Tuesday, October 16, 2018

How Bridging the Gap Between Legal Operations and Technology Entities is Benefiting the Legal Industry

"The past several years have seen a significant increase in technology based partnerships between legal service organizations like law firms/corporate law departments and technology/software companies. While we all understand, generally speaking, how dynamic the realm of technology is in today’s world, the confluence of these heretofore two separate classes of entities might be considered a somewhat striking structural development. It is interesting to ponder why these distinctive alignments between “buyer and vendor” are intensifying.

To begin, I think it is fair to note that the underlying rationale for this industry trend are numerous in nature. Operationally speaking, corporate goals such as receiving higher quality legal services at a competitive cost point highly motivates law firms and vendors to streamline processes, improve efficiency and provide bottom-line business value. From a societal viewpoint, as we increasingly electronically work on a wider variety of devices and platforms, there is a natural inclination for law firms to collaborate technologically with clients in an effort to “keep up with the Joneses” (no pun intended). And lastly, there are many strategic or visionary goals in play, many redefining how legal services are delivered via the use of innovations such as artificial intelligence and blockchain technologies which drive these partnerships.

So, stated as briefly as I possibly could, those are some underlying reasons for the trend encouraging legal operations and technology to work together in the field. That being said, perhaps the more interesting topic is exploring how entities in the legal industry are reacting to these needs?

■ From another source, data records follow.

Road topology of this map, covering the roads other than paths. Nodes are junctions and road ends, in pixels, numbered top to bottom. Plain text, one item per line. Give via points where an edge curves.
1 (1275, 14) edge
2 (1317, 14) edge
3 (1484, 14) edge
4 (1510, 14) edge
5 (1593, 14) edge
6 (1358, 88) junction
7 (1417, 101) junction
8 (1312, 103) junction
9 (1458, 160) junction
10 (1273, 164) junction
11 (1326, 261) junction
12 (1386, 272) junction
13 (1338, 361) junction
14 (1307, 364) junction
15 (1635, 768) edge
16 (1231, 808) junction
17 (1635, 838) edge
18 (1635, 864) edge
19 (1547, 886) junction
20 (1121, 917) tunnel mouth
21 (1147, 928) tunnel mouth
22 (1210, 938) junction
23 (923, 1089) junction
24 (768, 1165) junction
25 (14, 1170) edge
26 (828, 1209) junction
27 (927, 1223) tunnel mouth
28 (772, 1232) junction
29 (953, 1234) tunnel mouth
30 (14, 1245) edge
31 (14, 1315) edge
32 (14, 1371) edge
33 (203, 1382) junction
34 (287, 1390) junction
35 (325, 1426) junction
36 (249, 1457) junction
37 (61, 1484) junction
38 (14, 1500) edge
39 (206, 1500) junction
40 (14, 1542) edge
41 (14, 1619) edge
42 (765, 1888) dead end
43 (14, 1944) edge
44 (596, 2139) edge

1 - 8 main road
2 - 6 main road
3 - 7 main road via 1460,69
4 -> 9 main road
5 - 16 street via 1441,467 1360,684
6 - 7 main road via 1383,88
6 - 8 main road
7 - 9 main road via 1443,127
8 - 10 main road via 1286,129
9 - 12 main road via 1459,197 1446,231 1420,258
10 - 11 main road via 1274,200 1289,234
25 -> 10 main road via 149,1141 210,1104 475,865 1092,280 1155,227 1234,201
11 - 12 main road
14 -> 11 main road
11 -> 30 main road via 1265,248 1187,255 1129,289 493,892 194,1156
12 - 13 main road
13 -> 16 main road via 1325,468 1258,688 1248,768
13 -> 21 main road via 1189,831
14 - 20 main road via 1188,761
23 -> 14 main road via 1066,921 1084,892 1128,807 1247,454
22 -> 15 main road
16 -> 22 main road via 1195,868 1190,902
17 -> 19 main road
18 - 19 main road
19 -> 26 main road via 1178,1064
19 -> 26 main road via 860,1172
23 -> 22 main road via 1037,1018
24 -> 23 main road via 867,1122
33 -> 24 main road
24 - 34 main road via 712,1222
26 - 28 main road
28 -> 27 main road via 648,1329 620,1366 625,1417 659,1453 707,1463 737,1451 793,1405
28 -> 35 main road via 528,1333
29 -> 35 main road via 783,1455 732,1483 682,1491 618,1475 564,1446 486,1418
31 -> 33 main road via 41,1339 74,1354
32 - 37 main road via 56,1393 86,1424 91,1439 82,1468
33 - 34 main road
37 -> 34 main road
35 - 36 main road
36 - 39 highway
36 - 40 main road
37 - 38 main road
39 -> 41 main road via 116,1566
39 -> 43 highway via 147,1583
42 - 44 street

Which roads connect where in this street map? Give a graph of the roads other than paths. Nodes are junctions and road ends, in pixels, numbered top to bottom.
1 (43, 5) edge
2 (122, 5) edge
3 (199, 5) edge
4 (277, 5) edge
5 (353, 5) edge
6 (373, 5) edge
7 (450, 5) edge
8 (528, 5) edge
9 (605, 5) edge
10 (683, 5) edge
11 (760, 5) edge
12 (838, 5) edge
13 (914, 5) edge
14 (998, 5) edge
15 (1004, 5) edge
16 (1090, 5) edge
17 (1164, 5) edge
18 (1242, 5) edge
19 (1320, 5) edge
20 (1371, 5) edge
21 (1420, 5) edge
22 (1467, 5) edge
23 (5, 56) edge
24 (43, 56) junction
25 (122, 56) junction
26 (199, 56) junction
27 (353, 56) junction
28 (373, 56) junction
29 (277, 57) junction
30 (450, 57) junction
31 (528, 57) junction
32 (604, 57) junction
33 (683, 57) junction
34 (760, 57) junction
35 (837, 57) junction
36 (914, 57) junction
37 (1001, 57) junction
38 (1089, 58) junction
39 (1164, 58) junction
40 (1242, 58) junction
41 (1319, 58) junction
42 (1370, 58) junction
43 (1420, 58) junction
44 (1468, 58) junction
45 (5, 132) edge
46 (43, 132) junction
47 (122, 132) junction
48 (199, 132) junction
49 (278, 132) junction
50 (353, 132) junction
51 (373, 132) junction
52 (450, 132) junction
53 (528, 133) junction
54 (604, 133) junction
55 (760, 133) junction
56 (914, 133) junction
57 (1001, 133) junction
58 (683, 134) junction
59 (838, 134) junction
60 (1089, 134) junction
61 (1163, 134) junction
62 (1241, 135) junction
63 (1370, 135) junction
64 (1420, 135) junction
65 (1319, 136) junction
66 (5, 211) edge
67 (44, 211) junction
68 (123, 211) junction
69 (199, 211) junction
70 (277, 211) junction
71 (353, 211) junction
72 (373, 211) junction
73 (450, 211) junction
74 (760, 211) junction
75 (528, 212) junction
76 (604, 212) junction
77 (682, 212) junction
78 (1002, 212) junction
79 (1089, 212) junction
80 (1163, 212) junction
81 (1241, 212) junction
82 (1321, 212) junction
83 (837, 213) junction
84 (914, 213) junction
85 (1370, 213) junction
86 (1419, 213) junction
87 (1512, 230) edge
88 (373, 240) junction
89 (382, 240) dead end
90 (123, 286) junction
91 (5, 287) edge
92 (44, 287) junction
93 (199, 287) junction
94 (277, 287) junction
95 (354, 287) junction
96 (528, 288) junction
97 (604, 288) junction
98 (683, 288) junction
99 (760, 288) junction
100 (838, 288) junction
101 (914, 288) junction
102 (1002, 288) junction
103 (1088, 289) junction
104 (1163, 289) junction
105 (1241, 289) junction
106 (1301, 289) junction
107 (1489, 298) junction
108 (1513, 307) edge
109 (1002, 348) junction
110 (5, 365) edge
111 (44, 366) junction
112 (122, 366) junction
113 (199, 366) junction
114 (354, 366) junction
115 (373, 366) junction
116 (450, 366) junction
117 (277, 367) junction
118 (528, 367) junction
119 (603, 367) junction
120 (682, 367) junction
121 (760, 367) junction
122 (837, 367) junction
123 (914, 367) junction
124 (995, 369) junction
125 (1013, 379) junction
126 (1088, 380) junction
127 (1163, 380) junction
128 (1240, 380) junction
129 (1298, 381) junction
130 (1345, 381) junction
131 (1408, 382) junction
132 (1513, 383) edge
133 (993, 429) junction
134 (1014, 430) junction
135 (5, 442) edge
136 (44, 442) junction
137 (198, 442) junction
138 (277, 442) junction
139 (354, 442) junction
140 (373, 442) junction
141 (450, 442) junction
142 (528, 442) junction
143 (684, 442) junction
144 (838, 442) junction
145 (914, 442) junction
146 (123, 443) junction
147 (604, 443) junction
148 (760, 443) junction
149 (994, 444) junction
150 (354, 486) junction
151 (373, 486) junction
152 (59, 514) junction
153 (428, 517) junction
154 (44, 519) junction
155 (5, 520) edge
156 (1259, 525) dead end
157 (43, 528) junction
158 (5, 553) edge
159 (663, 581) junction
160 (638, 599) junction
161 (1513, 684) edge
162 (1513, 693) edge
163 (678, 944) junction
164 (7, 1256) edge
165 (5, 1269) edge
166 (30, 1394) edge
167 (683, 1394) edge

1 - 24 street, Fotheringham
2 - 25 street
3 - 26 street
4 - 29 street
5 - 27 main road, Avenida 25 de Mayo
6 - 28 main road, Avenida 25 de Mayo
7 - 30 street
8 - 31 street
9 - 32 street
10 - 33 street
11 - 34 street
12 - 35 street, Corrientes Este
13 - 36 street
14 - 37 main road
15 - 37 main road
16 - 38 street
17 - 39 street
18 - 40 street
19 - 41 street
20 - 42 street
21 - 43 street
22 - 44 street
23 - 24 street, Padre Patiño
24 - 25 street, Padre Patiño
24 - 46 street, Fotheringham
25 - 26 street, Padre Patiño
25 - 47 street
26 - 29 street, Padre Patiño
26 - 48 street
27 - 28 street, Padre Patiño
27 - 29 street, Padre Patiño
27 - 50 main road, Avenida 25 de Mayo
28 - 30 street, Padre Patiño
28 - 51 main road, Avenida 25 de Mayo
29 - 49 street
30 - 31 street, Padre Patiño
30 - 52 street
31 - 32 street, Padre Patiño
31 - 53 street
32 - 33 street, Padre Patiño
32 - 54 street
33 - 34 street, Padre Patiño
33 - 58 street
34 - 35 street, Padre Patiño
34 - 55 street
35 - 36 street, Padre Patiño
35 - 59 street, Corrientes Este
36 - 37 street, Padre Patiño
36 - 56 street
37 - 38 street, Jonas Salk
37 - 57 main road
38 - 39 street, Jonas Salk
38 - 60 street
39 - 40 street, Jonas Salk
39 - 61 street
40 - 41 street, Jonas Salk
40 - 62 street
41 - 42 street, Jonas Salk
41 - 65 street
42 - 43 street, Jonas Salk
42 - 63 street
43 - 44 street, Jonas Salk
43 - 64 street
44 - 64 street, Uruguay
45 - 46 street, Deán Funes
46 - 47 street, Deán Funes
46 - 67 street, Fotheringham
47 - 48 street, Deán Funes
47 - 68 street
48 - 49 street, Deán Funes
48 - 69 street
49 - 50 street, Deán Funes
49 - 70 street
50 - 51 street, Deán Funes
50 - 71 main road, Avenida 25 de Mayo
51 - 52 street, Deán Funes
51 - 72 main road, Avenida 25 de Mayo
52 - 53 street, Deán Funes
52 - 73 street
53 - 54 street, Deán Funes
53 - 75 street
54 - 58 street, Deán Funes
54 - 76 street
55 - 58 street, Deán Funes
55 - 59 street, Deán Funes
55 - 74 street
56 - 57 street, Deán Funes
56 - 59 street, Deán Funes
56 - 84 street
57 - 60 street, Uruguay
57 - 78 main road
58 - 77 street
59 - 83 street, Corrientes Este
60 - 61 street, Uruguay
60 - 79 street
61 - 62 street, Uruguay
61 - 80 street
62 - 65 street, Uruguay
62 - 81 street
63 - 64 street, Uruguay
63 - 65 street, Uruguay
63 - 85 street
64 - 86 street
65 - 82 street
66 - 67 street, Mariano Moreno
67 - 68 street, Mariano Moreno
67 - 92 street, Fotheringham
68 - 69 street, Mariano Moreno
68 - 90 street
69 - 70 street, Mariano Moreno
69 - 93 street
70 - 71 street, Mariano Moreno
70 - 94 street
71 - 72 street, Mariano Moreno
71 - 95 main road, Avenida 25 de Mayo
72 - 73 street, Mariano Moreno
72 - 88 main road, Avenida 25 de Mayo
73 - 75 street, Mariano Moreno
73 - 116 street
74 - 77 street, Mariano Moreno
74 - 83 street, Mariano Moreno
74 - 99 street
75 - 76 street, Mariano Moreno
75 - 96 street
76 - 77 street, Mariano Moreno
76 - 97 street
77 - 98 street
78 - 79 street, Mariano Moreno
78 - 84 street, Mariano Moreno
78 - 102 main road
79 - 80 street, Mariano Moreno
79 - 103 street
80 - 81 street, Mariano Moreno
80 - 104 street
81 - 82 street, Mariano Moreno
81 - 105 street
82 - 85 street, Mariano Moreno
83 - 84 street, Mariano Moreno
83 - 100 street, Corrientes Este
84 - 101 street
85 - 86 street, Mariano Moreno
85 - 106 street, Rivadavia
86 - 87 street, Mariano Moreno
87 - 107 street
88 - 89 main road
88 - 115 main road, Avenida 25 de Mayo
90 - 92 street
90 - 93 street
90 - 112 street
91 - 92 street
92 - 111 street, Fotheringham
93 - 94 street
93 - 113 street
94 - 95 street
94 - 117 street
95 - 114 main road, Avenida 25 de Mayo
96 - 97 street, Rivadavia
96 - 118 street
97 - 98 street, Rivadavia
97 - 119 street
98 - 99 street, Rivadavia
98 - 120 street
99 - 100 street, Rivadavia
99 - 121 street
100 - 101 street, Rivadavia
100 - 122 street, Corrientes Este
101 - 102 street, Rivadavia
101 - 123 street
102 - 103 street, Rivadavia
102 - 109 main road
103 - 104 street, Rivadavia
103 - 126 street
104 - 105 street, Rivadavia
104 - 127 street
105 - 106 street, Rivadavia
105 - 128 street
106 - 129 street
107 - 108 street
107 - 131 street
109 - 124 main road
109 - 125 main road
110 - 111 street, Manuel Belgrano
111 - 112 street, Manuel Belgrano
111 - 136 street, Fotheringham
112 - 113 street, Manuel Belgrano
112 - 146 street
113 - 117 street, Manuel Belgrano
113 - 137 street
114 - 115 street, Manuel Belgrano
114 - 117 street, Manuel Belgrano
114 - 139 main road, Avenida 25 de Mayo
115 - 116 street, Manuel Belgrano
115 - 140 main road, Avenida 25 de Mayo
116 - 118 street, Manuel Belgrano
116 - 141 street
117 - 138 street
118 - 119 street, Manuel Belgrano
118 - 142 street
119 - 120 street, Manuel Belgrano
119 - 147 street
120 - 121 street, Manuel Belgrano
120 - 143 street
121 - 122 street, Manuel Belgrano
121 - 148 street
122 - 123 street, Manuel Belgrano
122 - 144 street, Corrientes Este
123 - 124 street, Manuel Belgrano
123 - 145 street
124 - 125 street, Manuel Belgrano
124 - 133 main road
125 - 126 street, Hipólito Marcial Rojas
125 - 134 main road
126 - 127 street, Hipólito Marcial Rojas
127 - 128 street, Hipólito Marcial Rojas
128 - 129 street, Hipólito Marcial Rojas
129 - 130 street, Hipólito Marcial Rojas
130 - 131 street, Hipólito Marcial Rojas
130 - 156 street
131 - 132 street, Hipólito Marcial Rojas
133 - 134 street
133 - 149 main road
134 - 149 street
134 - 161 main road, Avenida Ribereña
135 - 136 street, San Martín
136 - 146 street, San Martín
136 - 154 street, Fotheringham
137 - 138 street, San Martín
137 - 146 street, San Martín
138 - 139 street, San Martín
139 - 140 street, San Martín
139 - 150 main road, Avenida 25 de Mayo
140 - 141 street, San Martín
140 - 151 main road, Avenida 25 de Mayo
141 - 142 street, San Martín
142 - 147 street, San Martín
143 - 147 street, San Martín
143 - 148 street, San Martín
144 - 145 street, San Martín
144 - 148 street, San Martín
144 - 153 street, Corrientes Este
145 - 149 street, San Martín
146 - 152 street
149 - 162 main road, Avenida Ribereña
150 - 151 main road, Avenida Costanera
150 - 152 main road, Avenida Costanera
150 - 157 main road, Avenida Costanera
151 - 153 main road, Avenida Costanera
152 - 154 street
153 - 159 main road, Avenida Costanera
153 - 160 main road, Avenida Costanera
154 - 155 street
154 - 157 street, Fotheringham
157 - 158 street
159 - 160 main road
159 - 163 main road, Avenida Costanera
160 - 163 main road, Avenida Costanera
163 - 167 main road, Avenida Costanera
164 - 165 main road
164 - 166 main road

As we explore these ideas, let us first identify a key demarcation point in the analysis. In my functional discipline, building software, it’s always best to factor out the identification of business requirements from an implementation strategy. This piece will take a look at the second component, specifically exploring some of the common implementation tactics employed by law firms and others to integrate technology offerings into their business model. Here are some of the more common approaches..."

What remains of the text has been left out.